--- START ---

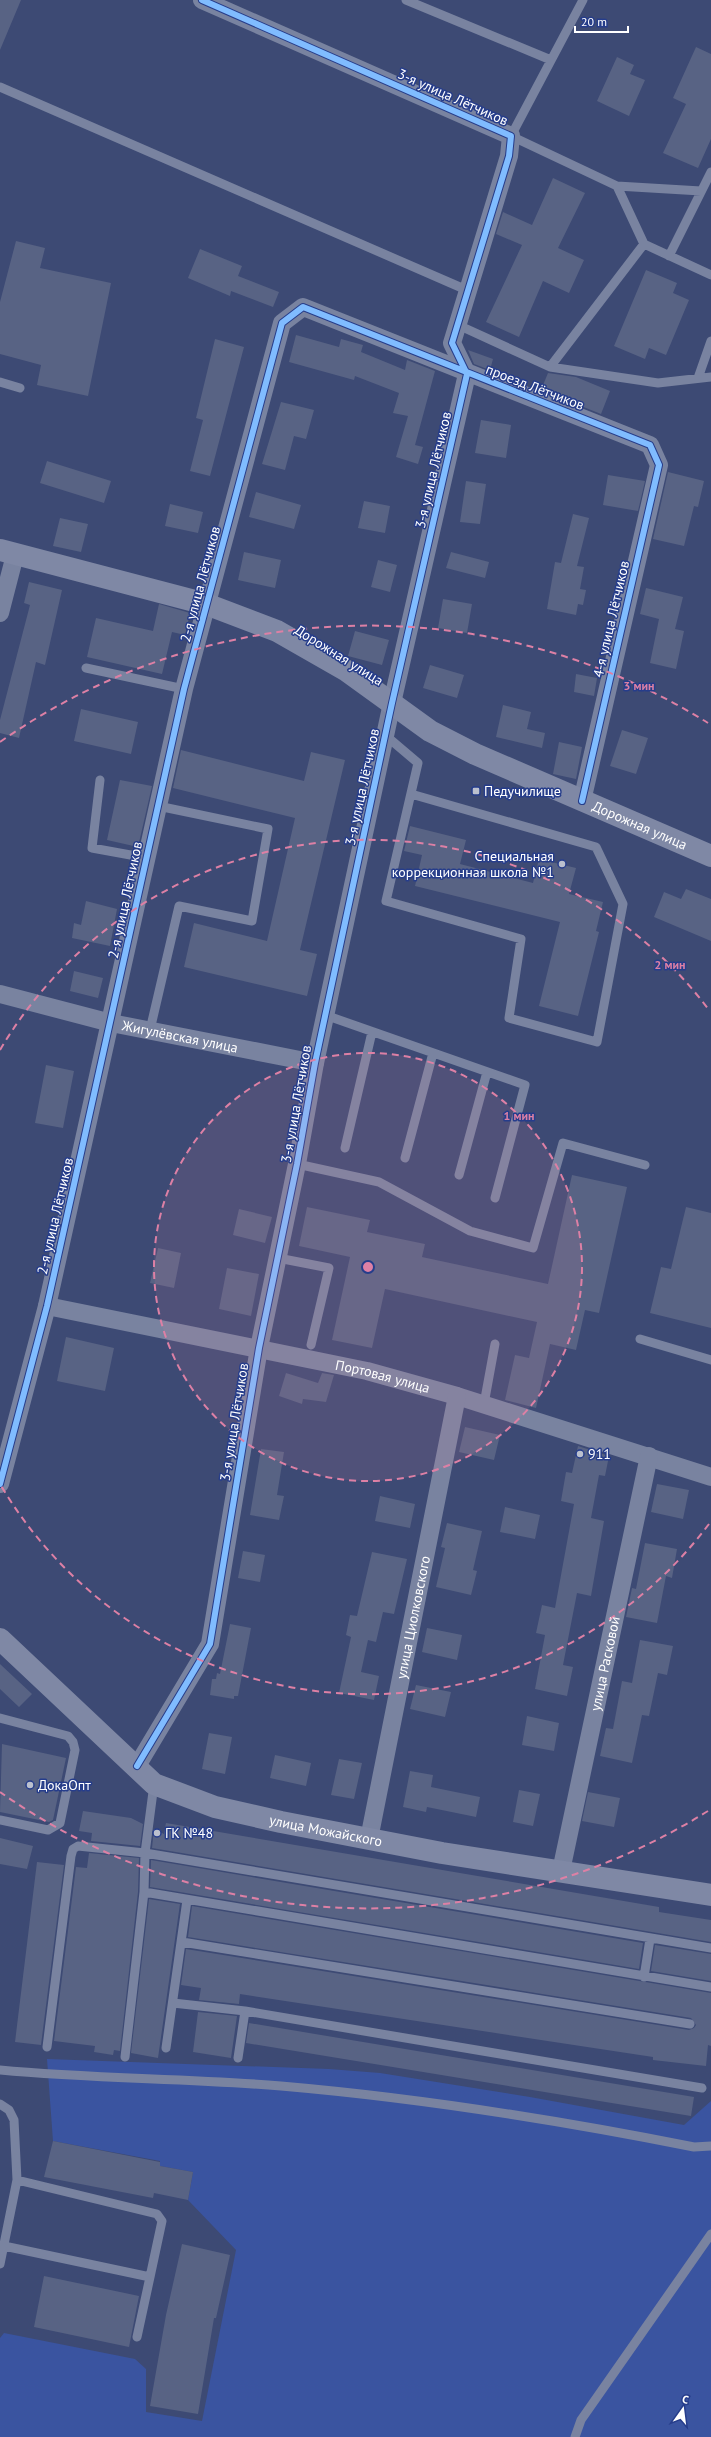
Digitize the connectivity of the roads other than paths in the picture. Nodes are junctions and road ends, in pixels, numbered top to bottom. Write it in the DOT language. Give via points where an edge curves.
graph roads {
  1 [pos="202,0"];
  2 [pos="406,0"];
  3 [pos="583,0"];
  4 [pos="551,60"];
  5 [pos="0,87"];
  6 [pos="511,136"];
  7 [pos="711,172"];
  8 [pos="617,186"];
  9 [pos="701,191"];
  10 [pos="644,244"];
  11 [pos="669,256"];
  12 [pos="711,275"];
  13 [pos="468,291"];
  14 [pos="282,323"];
  15 [pos="458,325"];
  16 [pos="711,341"];
  17 [pos="550,367"];
  18 [pos="467,374"];
  19 [pos="711,377"];
  20 [pos="698,378"];
  21 [pos="0,382"];
  22 [pos="20,388"];
  23 [pos="650,445"];
  24 [pos="8,552"];
  25 [pos="206,604"];
  26 [pos="0,614"];
  27 [pos="86,668"];
  28 [pos="184,689"];
  29 [pos="392,704"];
  30 [pos="385,735"];
  31 [pos="100,780"];
  32 [pos="411,794"];
  33 [pos="582,801"];
  34 [pos="158,806"];
  35 [pos="711,856"];
  36 [pos="147,858"];
  37 [pos="0,994"];
  38 [pos="325,1015"];
  39 [pos="111,1023"];
  40 [pos="150,1030"];
  41 [pos="372,1032"];
  42 [pos="433,1053"];
  43 [pos="315,1063"];
  44 [pos="487,1072"];
  45 [pos="344,1148"];
  46 [pos="405,1158"];
  47 [pos="297,1164"];
  48 [pos="645,1166"];
  49 [pos="459,1175"];
  50 [pos="495,1198"];
  51 [pos="278,1258"];
  52 [pos="47,1306"];
  53 [pos="640,1339"];
  54 [pos="495,1344"];
  55 [pos="311,1345"];
  56 [pos="259,1348"];
  57 [pos="711,1360"];
  58 [pos="457,1396"];
  59 [pos="484,1404"];
  60 [pos="649,1456"];
  61 [pos="711,1477"];
  62 [pos="0,1484"];
  63 [pos="0,1639"];
  64 [pos="0,1718"];
  65 [pos="137,1766"];
  66 [pos="154,1784"];
  67 [pos="0,1820"];
  68 [pos="369,1839"];
  69 [pos="145,1853"];
  70 [pos="562,1871"];
  71 [pos="144,1892"];
  72 [pos="711,1895"];
  73 [pos="187,1900"];
  74 [pos="650,1939"];
  75 [pos="182,1942"];
  76 [pos="711,1948"];
  77 [pos="644,1976"];
  78 [pos="711,1987"];
  79 [pos="173,2003"];
  80 [pos="245,2011"];
  81 [pos="690,2024"];
  82 [pos="47,2047"];
  83 [pos="166,2048"];
  84 [pos="125,2057"];
  85 [pos="238,2058"];
  86 [pos="0,2070"];
  87 [pos="702,2088"];
  88 [pos="0,2104"];
  89 [pos="711,2146"];
  90 [pos="17,2180"];
  91 [pos="711,2234"];
  92 [pos="4,2246"];
  93 [pos="0,2264"];
  94 [pos="150,2277"];
  95 [pos="137,2337"];
  96 [pos="575,2437"];
  1 -- 6 [label="street, 3-я улица Лётчиков"];
  2 -- 4 [label="lane"];
  3 -- 4 [label="lane"];
  4 -- 6 [label="lane"];
  5 -- 13 [label="lane"];
  6 -- 8 [label="lane"];
  6 -- 13 [label="street, 3-я улица Лётчиков" via="509,156"];
  7 -- 9 [label="lane"];
  8 -- 9 [label="lane"];
  8 -- 10 [label="lane"];
  9 -- 11 [label="lane"];
  10 -- 11 [label="lane"];
  10 -- 17 [label="lane"];
  11 -- 12 [label="lane"];
  13 -- 15 [label="street, 3-я улица Лётчиков"];
  14 -- 18 [label="street, проезд Лётчиков" via="303,307"];
  14 -- 25 [label="street, 2-я улица Лётчиков"];
  15 -- 17 [label="lane"];
  15 -- 18 [label="street, 3-я улица Лётчиков" via="452,343"];
  16 -- 20 [label="lane"];
  17 -- 20 [label="lane" via="658,383"];
  18 -- 23 [label="street, проезд Лётчиков"];
  18 -- 29 [label="street, 3-я улица Лётчиков"];
  19 -- 20 [label="lane"];
  21 -- 22 [label="lane"];
  23 -- 33 [label="street, 4-я улица Лётчиков" via="659,464"];
  24 -- 25 [label="street, Дорожная улица"];
  24 -- 26 [label="street"];
  25 -- 28 [label="street, 2-я улица Лётчиков"];
  25 -- 29 [label="street, Дорожная улица" via="259,624 299,643 347,671"];
  27 -- 28 [label="lane"];
  28 -- 34 [label="street, 2-я улица Лётчиков"];
  29 -- 30 [label="street, 3-я улица Лётчиков"];
  29 -- 33 [label="street, Дорожная улица" via="430,731 475,754"];
  30 -- 32 [label="lane" via="418,763"];
  30 -- 38 [label="street, 3-я улица Лётчиков"];
  31 -- 36 [label="lane" via="92,848"];
  32 -- 32 [label="lane" via="386,901 521,940 509,1018 597,1042 623,904 596,848"];
  33 -- 35 [label="street, Дорожная улица"];
  34 -- 36 [label="street, 2-я улица Лётчиков"];
  34 -- 40 [label="lane" via="268,829 252,921 179,906"];
  36 -- 39 [label="street, 2-я улица Лётчиков"];
  37 -- 39 [label="street, Жигулёвская улица"];
  38 -- 41 [label="lane"];
  38 -- 43 [label="street, 3-я улица Лётчиков"];
  39 -- 40 [label="street, Жигулёвская улица"];
  39 -- 52 [label="street, 2-я улица Лётчиков"];
  40 -- 43 [label="street, Жигулёвская улица"];
  41 -- 42 [label="lane"];
  41 -- 45 [label="lane"];
  42 -- 44 [label="lane"];
  42 -- 46 [label="lane"];
  43 -- 47 [label="street, 3-я улица Лётчиков"];
  44 -- 49 [label="lane"];
  44 -- 50 [label="lane" via="525,1085"];
  47 -- 48 [label="lane" via="379,1182 470,1231 533,1248 564,1143"];
  47 -- 51 [label="street, 3-я улица Лётчиков"];
  51 -- 55 [label="lane" via="329,1268"];
  51 -- 56 [label="street, 3-я улица Лётчиков"];
  52 -- 56 [label="street, Портовая улица"];
  52 -- 62 [label="street, 2-я улица Лётчиков"];
  53 -- 57 [label="lane"];
  54 -- 59 [label="lane"];
  56 -- 58 [label="street, Портовая улица" via="367,1371"];
  56 -- 65 [label="street, 3-я улица Лётчиков" via="210,1644"];
  58 -- 59 [label="street, Портовая улица"];
  58 -- 68 [label="street, улица Циолковского"];
  59 -- 60 [label="street, Портовая улица"];
  60 -- 61 [label="street, Портовая улица"];
  60 -- 70 [label="street, улица Расковой"];
  63 -- 65 [label="street, улица Можайского"];
  64 -- 67 [label="lane" via="68,1736 74,1742 75,1750 60,1823 48,1830"];
  65 -- 66 [label="street, улица Можайского"];
  66 -- 68 [label="street, улица Можайского" via="215,1806"];
  66 -- 69 [label="lane"];
  68 -- 70 [label="street, улица Можайского"];
  69 -- 71 [label="lane"];
  69 -- 74 [label="lane"];
  69 -- 82 [label="lane" via="78,1846 73,1849"];
  70 -- 72 [label="street, улица Можайского"];
  71 -- 73 [label="lane"];
  71 -- 84 [label="lane"];
  73 -- 75 [label="lane"];
  73 -- 77 [label="lane"];
  74 -- 76 [label="lane"];
  74 -- 77 [label="lane"];
  75 -- 79 [label="lane"];
  75 -- 81 [label="lane"];
  77 -- 78 [label="lane"];
  79 -- 80 [label="lane"];
  79 -- 83 [label="lane"];
  80 -- 85 [label="lane"];
  80 -- 87 [label="lane"];
  86 -- 89 [label="lane" via="296,2088 419,2101 586,2126 694,2147"];
  88 -- 90 [label="lane" via="9,2110 14,2120"];
  90 -- 92 [label="lane"];
  90 -- 94 [label="lane" via="157,2214 162,2221"];
  91 -- 96 [label="lane" via="581,2420"];
  92 -- 93 [label="lane"];
  92 -- 94 [label="lane"];
  94 -- 95 [label="lane"];
}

--- END ---

## The task:
Copy whichever lines in the listing above hold "Портовая".

## Your solution:
  52 -- 56 [label="street, Портовая улица"];
  56 -- 58 [label="street, Портовая улица" via="367,1371"];
  58 -- 59 [label="street, Портовая улица"];
  59 -- 60 [label="street, Портовая улица"];
  60 -- 61 [label="street, Портовая улица"];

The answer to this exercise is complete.